Wenglinsky connects the policy debate to the relationship between a community's wealth and the school district's funding. Most district school funding is levied through local property taxes making district budgets an inherent function of each community's wealth. The legal debate was thus introduced to equalize disparities among district property tax revenue. Recently, the issue resurfaced and has been winning over advocates by citing a constitutional requirement of an "efficient" education system that many believe demands more of states in order to raise student achievement in poor districts.
This legal contest over school finance reform fueled an academic interest on economic inputs and student achievement. Wenglinsky maps the prior research noting the most influential of these studies as the 1966 Coleman Report, which supported the productivity approach and implied that differences in school resources have minimal impact on achievement. Rather, socioeconomic background was the primary indicator. Studies since have both supported and contradicted these findings. Wenglinsky carefully outlines a number of shortcomings of prior research, such as concentrating on specific school districts and states harming generalizability; not distinguishing among different types of spending; offering questions of validity as some did not use adequate measures of student backgrounds; failing to control for regional cost differences; and not providing sophisticated measures of student achievement.
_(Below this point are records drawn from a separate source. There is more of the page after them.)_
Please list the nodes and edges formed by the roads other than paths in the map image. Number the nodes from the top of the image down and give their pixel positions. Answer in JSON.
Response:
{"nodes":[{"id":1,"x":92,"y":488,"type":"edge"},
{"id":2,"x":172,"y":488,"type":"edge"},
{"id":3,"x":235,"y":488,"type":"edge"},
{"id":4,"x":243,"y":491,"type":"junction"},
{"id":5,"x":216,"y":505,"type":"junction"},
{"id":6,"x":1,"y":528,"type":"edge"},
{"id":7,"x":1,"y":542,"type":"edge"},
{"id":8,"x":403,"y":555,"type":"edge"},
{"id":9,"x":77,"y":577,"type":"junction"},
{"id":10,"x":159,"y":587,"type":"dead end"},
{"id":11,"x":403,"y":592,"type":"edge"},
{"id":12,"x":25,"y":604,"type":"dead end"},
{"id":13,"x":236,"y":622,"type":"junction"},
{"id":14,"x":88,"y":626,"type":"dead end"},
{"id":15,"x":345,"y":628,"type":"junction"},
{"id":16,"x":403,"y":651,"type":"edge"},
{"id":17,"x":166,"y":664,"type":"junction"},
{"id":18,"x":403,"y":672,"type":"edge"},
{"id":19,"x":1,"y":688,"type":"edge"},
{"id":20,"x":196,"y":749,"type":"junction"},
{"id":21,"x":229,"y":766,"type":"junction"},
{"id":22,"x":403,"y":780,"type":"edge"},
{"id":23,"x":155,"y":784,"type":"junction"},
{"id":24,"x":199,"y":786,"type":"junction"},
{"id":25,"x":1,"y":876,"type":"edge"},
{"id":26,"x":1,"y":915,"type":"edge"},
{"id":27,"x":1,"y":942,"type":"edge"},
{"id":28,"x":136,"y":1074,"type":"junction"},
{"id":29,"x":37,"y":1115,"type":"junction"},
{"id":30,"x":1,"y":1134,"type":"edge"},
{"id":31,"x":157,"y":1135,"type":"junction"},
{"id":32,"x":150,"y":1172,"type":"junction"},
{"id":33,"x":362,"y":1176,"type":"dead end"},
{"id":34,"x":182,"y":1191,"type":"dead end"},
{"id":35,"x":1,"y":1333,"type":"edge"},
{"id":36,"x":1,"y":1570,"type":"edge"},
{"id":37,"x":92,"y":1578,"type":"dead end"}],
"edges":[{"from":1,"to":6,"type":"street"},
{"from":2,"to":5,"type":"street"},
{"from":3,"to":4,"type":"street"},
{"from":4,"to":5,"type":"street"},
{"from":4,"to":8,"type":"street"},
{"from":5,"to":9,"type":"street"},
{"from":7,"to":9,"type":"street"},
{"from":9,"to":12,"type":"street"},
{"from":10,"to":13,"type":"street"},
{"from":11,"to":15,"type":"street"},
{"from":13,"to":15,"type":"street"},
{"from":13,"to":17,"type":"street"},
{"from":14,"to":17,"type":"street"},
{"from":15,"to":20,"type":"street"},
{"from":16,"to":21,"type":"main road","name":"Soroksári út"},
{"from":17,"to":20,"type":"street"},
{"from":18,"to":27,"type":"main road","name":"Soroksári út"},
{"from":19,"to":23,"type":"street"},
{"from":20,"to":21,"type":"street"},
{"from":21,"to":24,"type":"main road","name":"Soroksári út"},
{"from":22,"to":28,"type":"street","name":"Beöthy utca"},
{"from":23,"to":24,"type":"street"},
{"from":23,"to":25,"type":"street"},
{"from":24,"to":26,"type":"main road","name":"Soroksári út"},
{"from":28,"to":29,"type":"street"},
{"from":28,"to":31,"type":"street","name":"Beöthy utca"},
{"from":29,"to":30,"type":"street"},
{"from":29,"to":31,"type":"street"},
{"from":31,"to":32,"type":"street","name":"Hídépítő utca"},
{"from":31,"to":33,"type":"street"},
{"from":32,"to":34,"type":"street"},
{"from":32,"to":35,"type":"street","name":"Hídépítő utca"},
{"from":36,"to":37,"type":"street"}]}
To account for these methodological shortcomings, Wenglinsky explains how he used school finance information, variations in education costs across states, and accounted for not only student mathematics achievement, but also student characteristics and school climate, to produce charts documenting the flow of dollars and resource allocations to student achievement.
Wenglinsky introduces two very significant findings. First, there were differences in the flow of funds impacting student performance between 4th and 8th graders. In a two step model, only funding allocations reaching teacher-student ratio improvements affect performance in 4th grade math scores. Both school environment and teacher's highest degree do not exhibit a relationship with academic achievement. However, the three-step flow of funding for eighth grade students shows that increased teacher-student ratios do not directly result in achievement gains. Instead, improved teacher-student ratios first affect school environment, which in turn directly raises student performance levels.
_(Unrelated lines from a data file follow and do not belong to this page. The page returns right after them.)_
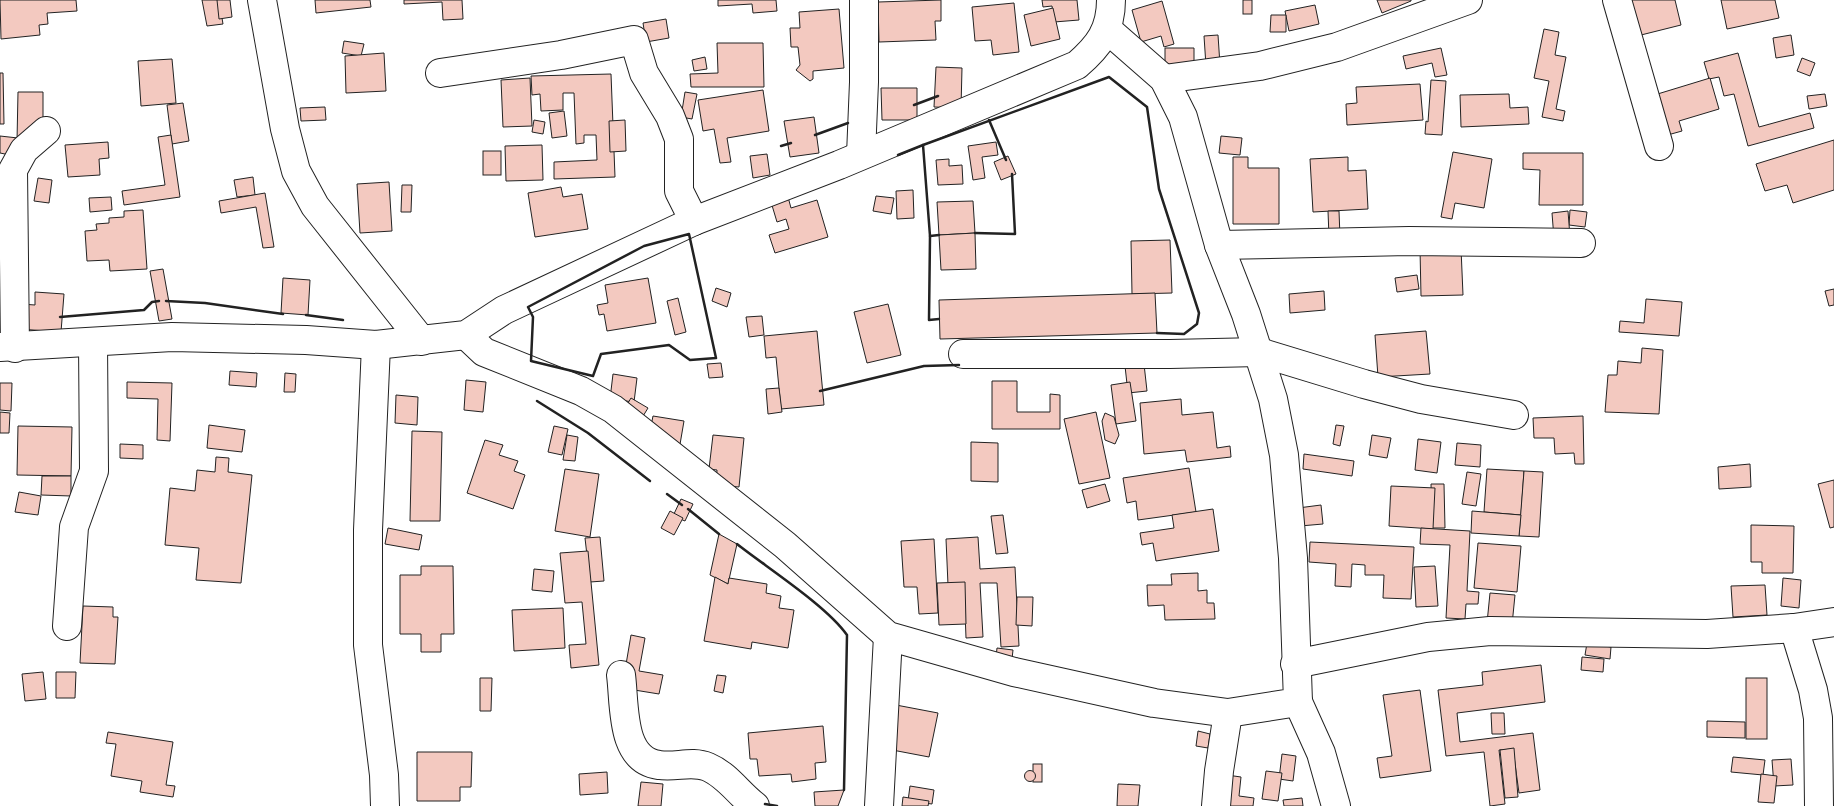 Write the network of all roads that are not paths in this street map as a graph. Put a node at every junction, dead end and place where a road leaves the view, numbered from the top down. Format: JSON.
{"nodes":[{"id":1,"x":262,"y":0,"type":"edge"},
{"id":2,"x":864,"y":0,"type":"edge"},
{"id":3,"x":1111,"y":0,"type":"edge"},
{"id":4,"x":1468,"y":0,"type":"edge"},
{"id":5,"x":1617,"y":0,"type":"edge"},
{"id":6,"x":1108,"y":30,"type":"junction"},
{"id":7,"x":440,"y":73,"type":"dead end"},
{"id":8,"x":1164,"y":79,"type":"junction"},
{"id":9,"x":46,"y":131,"type":"dead end"},
{"id":10,"x":1658,"y":146,"type":"dead end"},
{"id":11,"x":861,"y":155,"type":"junction"},
{"id":12,"x":694,"y":221,"type":"junction"},
{"id":13,"x":1581,"y":243,"type":"dead end"},
{"id":14,"x":1220,"y":245,"type":"junction"},
{"id":15,"x":466,"y":336,"type":"junction"},
{"id":16,"x":422,"y":341,"type":"junction"},
{"id":17,"x":93,"y":342,"type":"junction"},
{"id":18,"x":376,"y":345,"type":"junction"},
{"id":19,"x":7,"y":348,"type":"edge"},
{"id":20,"x":1259,"y":352,"type":"junction"},
{"id":21,"x":963,"y":354,"type":"dead end"},
{"id":22,"x":1514,"y":415,"type":"dead end"},
{"id":23,"x":1834,"y":622,"type":"edge"},
{"id":24,"x":68,"y":626,"type":"dead end"},
{"id":25,"x":1794,"y":628,"type":"junction"},
{"id":26,"x":888,"y":636,"type":"junction"},
{"id":27,"x":1295,"y":664,"type":"junction"},
{"id":28,"x":621,"y":675,"type":"dead end"},
{"id":29,"x":1298,"y":702,"type":"junction"},
{"id":30,"x":1228,"y":713,"type":"junction"},
{"id":31,"x":385,"y":806,"type":"edge"},
{"id":32,"x":755,"y":806,"type":"edge"},
{"id":33,"x":879,"y":806,"type":"edge"},
{"id":34,"x":1216,"y":806,"type":"edge"},
{"id":35,"x":1336,"y":806,"type":"edge"},
{"id":36,"x":1820,"y":806,"type":"edge"}],
"edges":[{"from":1,"to":16,"type":"street"},
{"from":2,"to":11,"type":"street"},
{"from":3,"to":6,"type":"street"},
{"from":4,"to":8,"type":"street"},
{"from":5,"to":10,"type":"street"},
{"from":6,"to":8,"type":"street"},
{"from":6,"to":11,"type":"street"},
{"from":7,"to":12,"type":"street"},
{"from":8,"to":14,"type":"street"},
{"from":9,"to":19,"type":"street"},
{"from":11,"to":12,"type":"street"},
{"from":12,"to":15,"type":"street"},
{"from":13,"to":14,"type":"street"},
{"from":14,"to":20,"type":"street"},
{"from":15,"to":16,"type":"street"},
{"from":15,"to":26,"type":"street"},
{"from":16,"to":18,"type":"street"},
{"from":17,"to":18,"type":"street"},
{"from":17,"to":19,"type":"street"},
{"from":17,"to":24,"type":"street"},
{"from":18,"to":31,"type":"street"},
{"from":20,"to":21,"type":"street"},
{"from":20,"to":22,"type":"street"},
{"from":20,"to":27,"type":"street"},
{"from":23,"to":25,"type":"street"},
{"from":25,"to":27,"type":"street"},
{"from":25,"to":36,"type":"street"},
{"from":26,"to":30,"type":"street"},
{"from":26,"to":33,"type":"street"},
{"from":27,"to":29,"type":"street"},
{"from":28,"to":32,"type":"street"},
{"from":29,"to":30,"type":"street"},
{"from":29,"to":35,"type":"street"},
{"from":30,"to":34,"type":"street"}]}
For both 4th and 8th graders, the benefit of an increased teacher-student ratio is its ability to promote social cohesion: teachers can be more attentive, have a higher morale, maintain order and discipline and are better able to forge relationships with their students. Fourth graders are less likely to damage property or skip classes, therefore these smaller class size benefits are largely pedagogical. Meanwhile, eighth graders face a considerably higher degree of negative social environmental incidences and therefore the benefit of smaller class sizes translates into preventing problem behaviors. A supporting corollary finding is the apparent relationship between students' socioeconomic status, which at many times relate to the type of school district they reside within, and achievement in eighth, but not fourth grade.
The other major finding Wenglinsky focuses on is that variations in other expenditures and resources were not associated with performance. Spending on facilities and maintenance, school level administration and teacher education levels were found to not be related to student achievement. He addresses the issues of who best makes the financial decisions that improve performance levels and what are these beneficial decisions they make. He found that spending at the district or central administration level was most successful in increasing teacher-student ratios, thus impacting achievement in both grades. School principal office spending is neither associated with increased teacher-student ratios nor any other educational characteristics in the model. No matter who allocates funding and resources, spending on high teacher salaries and recruitment of better educated teachers does not affect achievement. However, district offices were shown to be better funding decision makers for achievement gains.
Wenglinsky provides support for both approaches to school finance reform. Like other productivity research, he showed that some dollars do in fact matter more than others. However, as others contest, traditional methods of allocation, such as central administration decision making and teacher-student ratios, are conducive to academic achievement.